Among the speakers: Rio de Janeiro Mayor Eduardo Paes, IOC Olympic Games Executive Director Gilbert Felli, IOC Bid City Relations Director Jacqueline Barrett, Vancouver 2010 sustainability officer Ann Duffy and Andrew Altman, CEO of the London Olympic Park Legacy Corporation.
"I think it is coming together, with more of a purpose expressed this year," Los Angeles Sports Council President David Simon tells Around the Rings.
Simon was one of six U.S. delegates at the meeting – more than any other country. Along with Los Angeles, U.S. Olympic cities of Atlanta, Lake Placid, St. Louis and Squaw Valley were represented, along with Olympic hopeful Denver.
Other Olympic cities at the Lausanne Summit included Athens, Antwerp, Beijing, Calgary, Chamonix, Garmisch-Partenkirchen, Mexico City, Munich, Sarajevo, Sestriere(Turin) and Sochi.
Among the cities hoping to bid for the Games were Annecy, Busan, Doha, Quebec City and Rotterdam. 2014 Youth Olympic Games bidder Poznan attended, as did representatives from 2010 YOG host Singapore.
Arguably the presentations at the Lausanne meetings may have been of most value to the aspiring host cities.
Felli and Barrett managed to provide some solid pointers on what goes into a successful bid for the Games. They revealed no secrets; their advice to bid cities smacked of common sense and the obvious.
"Don’t leap into a bid", said Barrett in her presentation, noting as well that the "wow" factor is a must for a successful Olympic bid.
Along with Felli, Barrett has a unique base of experience for her observations. In the 10+ years she has served in her current position, Barrett has visited every one of the more than two-dozen cities which have bid for the Summer and Winter Games.

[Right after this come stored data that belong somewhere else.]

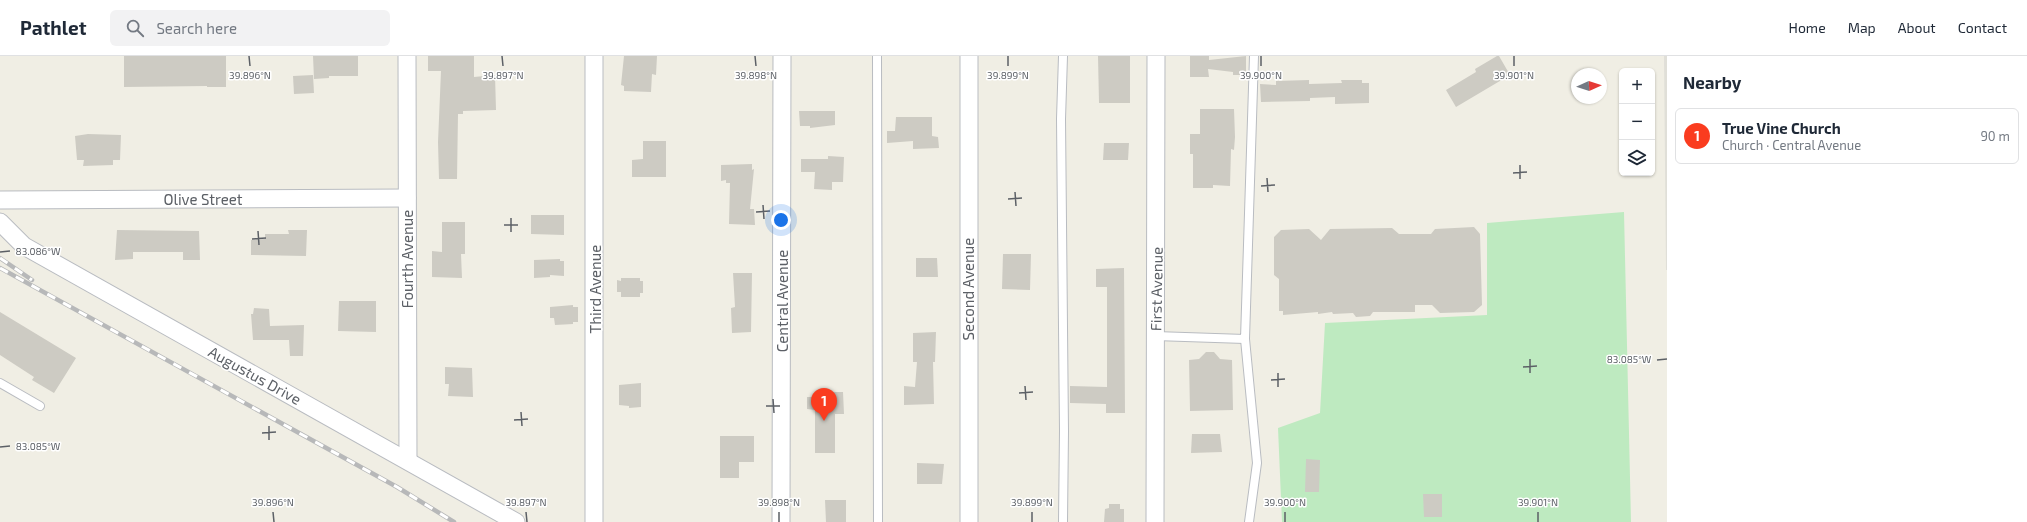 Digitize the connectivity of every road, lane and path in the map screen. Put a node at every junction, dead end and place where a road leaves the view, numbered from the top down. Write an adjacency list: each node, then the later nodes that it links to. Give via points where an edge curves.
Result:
1 (406, 56): 9 (street, Fourth Avenue)
2 (594, 56): 18 (street, Third Avenue)
3 (782, 56): 19 (street, Central Avenue)
4 (877, 56): 20 (lane)
5 (969, 56): 21 (street, Second Avenue)
6 (1063, 56): 22 (lane)
7 (1156, 56): 12 (street, First Avenue)
8 (1254, 56): 13 (lane)
9 (407, 198): 10 (street, Olive Street); 16 (street, Fourth Avenue)
10 (0, 200)
11 (0, 222): 16 (street, Augustus Drive, via 24,246)
12 (1155, 336): 13 (lane); 23 (street, First Avenue)
13 (1245, 339): 24 (lane, via 1258,463)
14 (0, 383): 15 (lane)
15 (40, 406)
16 (408, 461): 17 (street, Augustus Drive)
17 (516, 522)
18 (594, 522)
19 (782, 522)
20 (878, 522)
21 (968, 522)
22 (1063, 522)
23 (1155, 522)
24 (1249, 522)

"Many cities are not carefully able to make their vision clear," Barrett told the Lausanne meeting.
"What makes your bid stand out from the crowd?, she asked.
Tariq S. Al-Ali of the Qatar Olympic Committee says the Lausanne meeting is part of the preparation his country needs to make for a new Olympic bid.

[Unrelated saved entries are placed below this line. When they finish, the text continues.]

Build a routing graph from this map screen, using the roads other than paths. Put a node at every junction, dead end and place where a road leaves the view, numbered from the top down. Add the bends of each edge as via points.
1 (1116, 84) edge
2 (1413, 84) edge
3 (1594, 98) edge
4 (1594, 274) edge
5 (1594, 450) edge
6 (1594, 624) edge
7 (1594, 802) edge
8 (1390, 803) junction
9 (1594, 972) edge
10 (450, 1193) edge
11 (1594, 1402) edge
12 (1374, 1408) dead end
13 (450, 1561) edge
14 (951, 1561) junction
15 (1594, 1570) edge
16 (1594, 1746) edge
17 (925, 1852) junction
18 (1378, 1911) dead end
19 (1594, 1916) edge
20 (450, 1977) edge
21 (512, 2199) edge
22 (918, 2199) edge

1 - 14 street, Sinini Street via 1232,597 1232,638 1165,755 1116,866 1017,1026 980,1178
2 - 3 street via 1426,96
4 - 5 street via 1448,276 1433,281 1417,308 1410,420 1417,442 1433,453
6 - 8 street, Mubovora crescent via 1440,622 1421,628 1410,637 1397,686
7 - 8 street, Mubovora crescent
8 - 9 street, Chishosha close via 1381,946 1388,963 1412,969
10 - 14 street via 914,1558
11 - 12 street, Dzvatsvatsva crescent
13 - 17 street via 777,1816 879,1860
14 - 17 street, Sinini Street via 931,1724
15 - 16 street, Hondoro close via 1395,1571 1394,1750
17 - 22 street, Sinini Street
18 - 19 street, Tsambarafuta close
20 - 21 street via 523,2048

"The learning process is never-ending, says Ali.
"We need to keep approaching people, learning from other experiences, how they develop themselves, bidding once, twice, three times. How they went through the process and how they succeeded," he says.
For past hosts of the Olympics, Swiss landscape architect Michael Jakob offered a cautionary tale in his study of Barcelona and the way the city has let its Olympic image slide from public view. With his team, Jakob poured through Barcelona looking for tangible memorials of the 1992 Olympics.
While recognizing that Barcelona used the Olympics to transform the city, Jakob found that the city today contains few obvious signs of its Olympic heritage. And even with important symbols such as the Olympic Stadium, Jakob showed delegates slides of rust and decay at the arena. Speaking afterwards to ATR, Jakob says Athens may be facing even greater challenges with its venues than Barcelona.
Dates for the 2010 meeting in Beijing are not set. The October-November period planned is a busy one on the Olympic calendar, including the Asian Games next November in Guangzhou.
Along with the change of venue to Beijing next year, in non-Olympic years such as 2011, the schedule of the WUOC will include assemblies in spring and fall. Lausanne will host the spring 2011 meeting; the fall session is to be determined.
Funded nearly entirely by the Lausanne city government, organizers say they want this event to grow in size.
"We would like to be bigger," says Denis Decosterd of the city government.
"We think we could interest between 60 and 80 cities, with between two- and three-hundred people. This would be in two or three years."